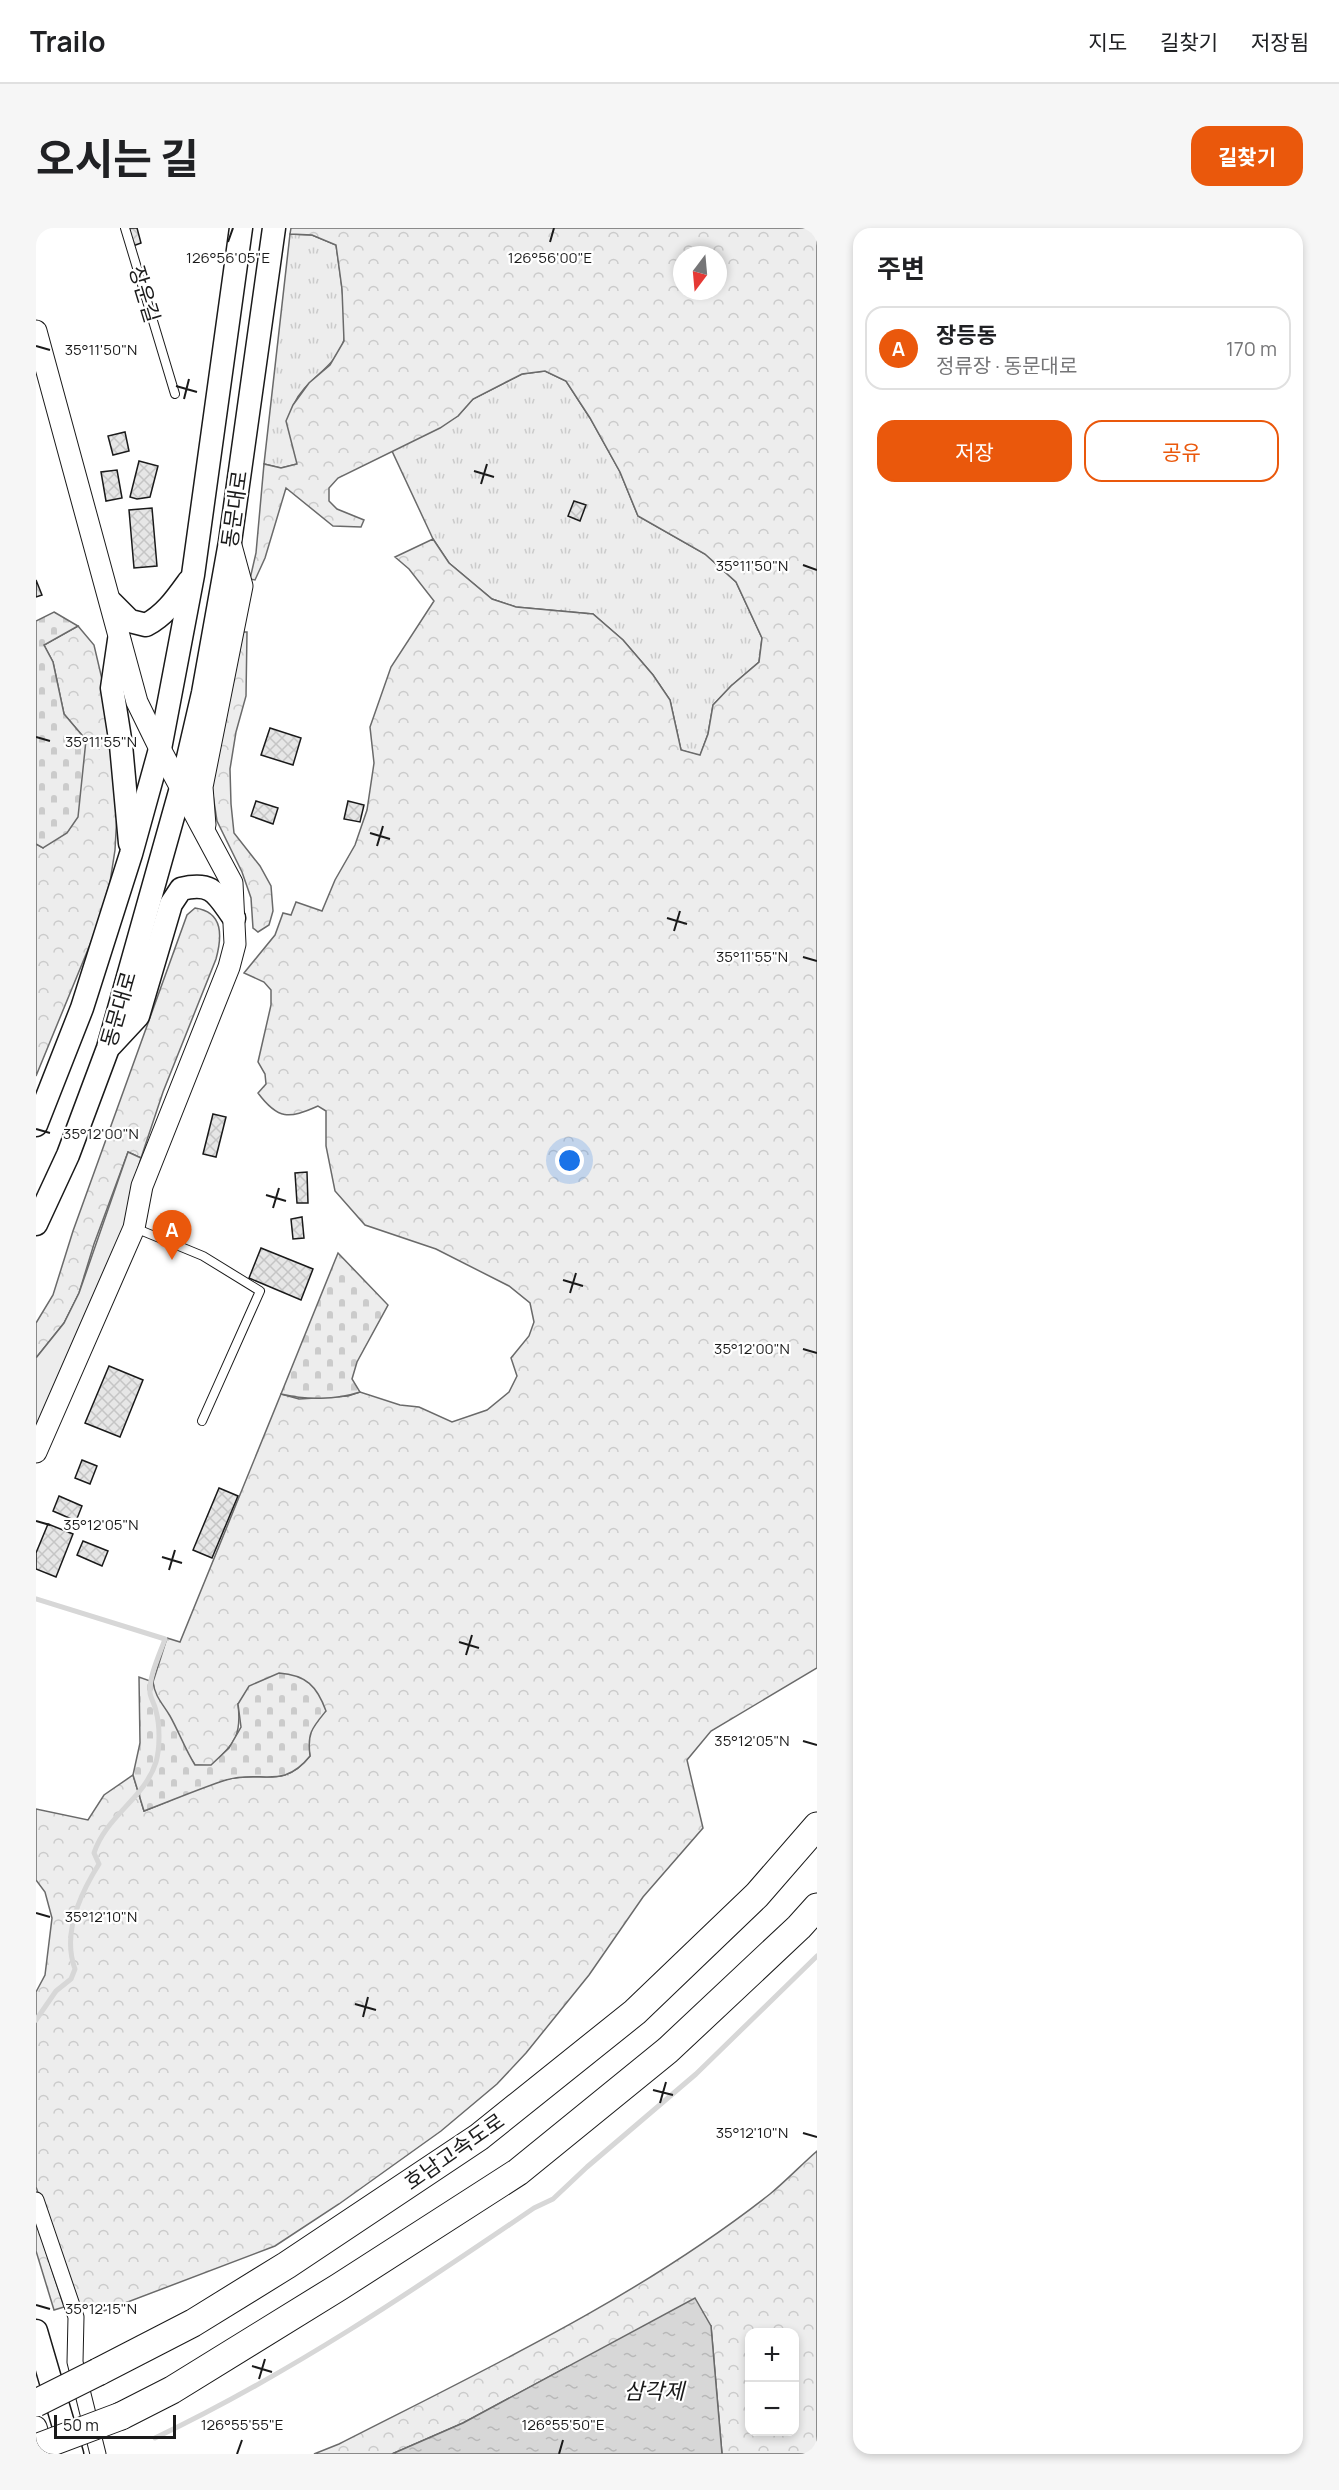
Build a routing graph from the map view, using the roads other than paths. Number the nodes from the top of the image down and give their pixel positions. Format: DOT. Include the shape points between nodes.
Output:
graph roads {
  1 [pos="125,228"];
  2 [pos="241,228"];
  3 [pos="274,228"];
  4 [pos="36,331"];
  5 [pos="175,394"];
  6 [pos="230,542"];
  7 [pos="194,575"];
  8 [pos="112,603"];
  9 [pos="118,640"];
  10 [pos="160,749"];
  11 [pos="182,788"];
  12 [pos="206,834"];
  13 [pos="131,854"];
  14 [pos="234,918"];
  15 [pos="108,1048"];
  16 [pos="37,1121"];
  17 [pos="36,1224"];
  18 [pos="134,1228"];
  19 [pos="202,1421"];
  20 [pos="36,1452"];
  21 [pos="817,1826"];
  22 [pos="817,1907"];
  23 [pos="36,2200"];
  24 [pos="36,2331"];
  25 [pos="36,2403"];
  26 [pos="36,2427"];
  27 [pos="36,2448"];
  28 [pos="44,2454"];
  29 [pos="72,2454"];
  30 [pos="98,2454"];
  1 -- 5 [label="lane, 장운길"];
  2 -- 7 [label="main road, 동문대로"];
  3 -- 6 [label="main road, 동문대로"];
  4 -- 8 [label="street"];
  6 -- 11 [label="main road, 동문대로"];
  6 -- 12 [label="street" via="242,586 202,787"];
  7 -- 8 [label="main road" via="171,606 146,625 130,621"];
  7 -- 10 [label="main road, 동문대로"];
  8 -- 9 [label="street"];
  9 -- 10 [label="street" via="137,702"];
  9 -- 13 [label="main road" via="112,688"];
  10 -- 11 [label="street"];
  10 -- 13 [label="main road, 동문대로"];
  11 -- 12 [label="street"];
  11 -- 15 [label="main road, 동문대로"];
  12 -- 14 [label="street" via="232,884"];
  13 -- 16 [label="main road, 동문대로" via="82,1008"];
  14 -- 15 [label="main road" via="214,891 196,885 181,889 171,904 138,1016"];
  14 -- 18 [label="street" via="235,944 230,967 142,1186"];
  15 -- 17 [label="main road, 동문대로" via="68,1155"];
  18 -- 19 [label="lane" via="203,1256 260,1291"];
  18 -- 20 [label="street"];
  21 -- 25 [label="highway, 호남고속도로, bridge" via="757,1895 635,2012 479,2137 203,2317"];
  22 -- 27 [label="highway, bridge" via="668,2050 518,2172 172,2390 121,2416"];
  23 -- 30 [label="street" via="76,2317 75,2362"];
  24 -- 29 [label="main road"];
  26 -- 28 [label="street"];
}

==

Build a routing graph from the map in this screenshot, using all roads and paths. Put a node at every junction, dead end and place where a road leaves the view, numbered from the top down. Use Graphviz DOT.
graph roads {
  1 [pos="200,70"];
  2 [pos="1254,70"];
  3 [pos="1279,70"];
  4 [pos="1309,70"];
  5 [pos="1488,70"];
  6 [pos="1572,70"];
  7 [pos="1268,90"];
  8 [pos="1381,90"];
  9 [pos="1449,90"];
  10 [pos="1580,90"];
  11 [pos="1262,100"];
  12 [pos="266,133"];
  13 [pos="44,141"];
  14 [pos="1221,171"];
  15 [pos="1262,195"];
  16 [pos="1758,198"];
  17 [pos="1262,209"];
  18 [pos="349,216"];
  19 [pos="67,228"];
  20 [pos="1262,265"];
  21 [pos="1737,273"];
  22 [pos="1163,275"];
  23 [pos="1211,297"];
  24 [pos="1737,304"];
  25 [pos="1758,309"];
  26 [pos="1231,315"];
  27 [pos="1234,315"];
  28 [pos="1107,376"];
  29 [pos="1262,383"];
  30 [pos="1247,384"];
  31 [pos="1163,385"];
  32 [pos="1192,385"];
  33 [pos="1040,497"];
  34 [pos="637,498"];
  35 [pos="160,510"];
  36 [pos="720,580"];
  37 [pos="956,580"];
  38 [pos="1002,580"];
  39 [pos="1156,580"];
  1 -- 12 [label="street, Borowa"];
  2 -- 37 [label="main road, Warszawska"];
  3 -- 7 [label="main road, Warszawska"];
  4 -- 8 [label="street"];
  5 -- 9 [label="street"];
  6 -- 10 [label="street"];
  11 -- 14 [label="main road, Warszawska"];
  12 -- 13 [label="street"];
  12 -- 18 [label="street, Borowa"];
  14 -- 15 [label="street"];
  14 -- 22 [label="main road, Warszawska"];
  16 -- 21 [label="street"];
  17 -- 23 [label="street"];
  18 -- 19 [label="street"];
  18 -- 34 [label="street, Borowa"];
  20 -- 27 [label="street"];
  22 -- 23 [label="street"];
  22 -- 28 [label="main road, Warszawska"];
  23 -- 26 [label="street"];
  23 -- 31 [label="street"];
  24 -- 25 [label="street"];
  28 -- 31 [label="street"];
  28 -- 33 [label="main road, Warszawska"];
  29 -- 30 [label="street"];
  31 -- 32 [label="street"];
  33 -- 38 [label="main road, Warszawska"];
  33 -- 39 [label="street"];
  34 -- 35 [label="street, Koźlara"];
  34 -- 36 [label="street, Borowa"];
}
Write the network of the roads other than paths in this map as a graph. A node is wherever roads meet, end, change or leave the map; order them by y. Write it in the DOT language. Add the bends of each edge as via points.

Exercise details: Only a number is expected here: how many lines of the records above contain "than".

Answer to this problem: 2